Exercise directions: Would you set down the data below exactly as shown?
[[ Supplied data, beginning ]]
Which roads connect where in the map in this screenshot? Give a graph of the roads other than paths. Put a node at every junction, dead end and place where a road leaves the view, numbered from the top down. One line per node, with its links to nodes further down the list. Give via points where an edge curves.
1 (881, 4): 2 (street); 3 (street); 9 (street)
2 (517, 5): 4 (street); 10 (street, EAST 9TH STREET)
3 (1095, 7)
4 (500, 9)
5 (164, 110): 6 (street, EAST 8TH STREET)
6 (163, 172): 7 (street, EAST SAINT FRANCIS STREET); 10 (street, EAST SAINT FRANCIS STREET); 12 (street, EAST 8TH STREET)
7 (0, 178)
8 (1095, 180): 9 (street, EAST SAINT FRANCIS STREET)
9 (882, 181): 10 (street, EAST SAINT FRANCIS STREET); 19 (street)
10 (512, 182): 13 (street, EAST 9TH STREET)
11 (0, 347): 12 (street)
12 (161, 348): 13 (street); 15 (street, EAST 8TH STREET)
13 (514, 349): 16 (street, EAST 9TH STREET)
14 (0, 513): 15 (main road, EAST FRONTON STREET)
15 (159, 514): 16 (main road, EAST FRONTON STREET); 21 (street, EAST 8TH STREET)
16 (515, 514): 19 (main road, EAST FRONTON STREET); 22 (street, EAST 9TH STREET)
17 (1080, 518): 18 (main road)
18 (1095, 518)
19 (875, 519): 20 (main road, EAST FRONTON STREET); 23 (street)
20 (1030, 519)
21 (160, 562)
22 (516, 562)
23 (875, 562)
[[ Supplied data, end ]]
Exercise solution:
Which roads connect where in the map in this screenshot? Give a graph of the roads other than paths. Put a node at every junction, dead end and place where a road leaves the view, numbered from the top down. One line per node, with its links to nodes further down the list. Give via points where an edge curves.
1 (881, 4): 2 (street); 3 (street); 9 (street)
2 (517, 5): 4 (street); 10 (street, EAST 9TH STREET)
3 (1095, 7)
4 (500, 9)
5 (164, 110): 6 (street, EAST 8TH STREET)
6 (163, 172): 7 (street, EAST SAINT FRANCIS STREET); 10 (street, EAST SAINT FRANCIS STREET); 12 (street, EAST 8TH STREET)
7 (0, 178)
8 (1095, 180): 9 (street, EAST SAINT FRANCIS STREET)
9 (882, 181): 10 (street, EAST SAINT FRANCIS STREET); 19 (street)
10 (512, 182): 13 (street, EAST 9TH STREET)
11 (0, 347): 12 (street)
12 (161, 348): 13 (street); 15 (street, EAST 8TH STREET)
13 (514, 349): 16 (street, EAST 9TH STREET)
14 (0, 513): 15 (main road, EAST FRONTON STREET)
15 (159, 514): 16 (main road, EAST FRONTON STREET); 21 (street, EAST 8TH STREET)
16 (515, 514): 19 (main road, EAST FRONTON STREET); 22 (street, EAST 9TH STREET)
17 (1080, 518): 18 (main road)
18 (1095, 518)
19 (875, 519): 20 (main road, EAST FRONTON STREET); 23 (street)
20 (1030, 519)
21 (160, 562)
22 (516, 562)
23 (875, 562)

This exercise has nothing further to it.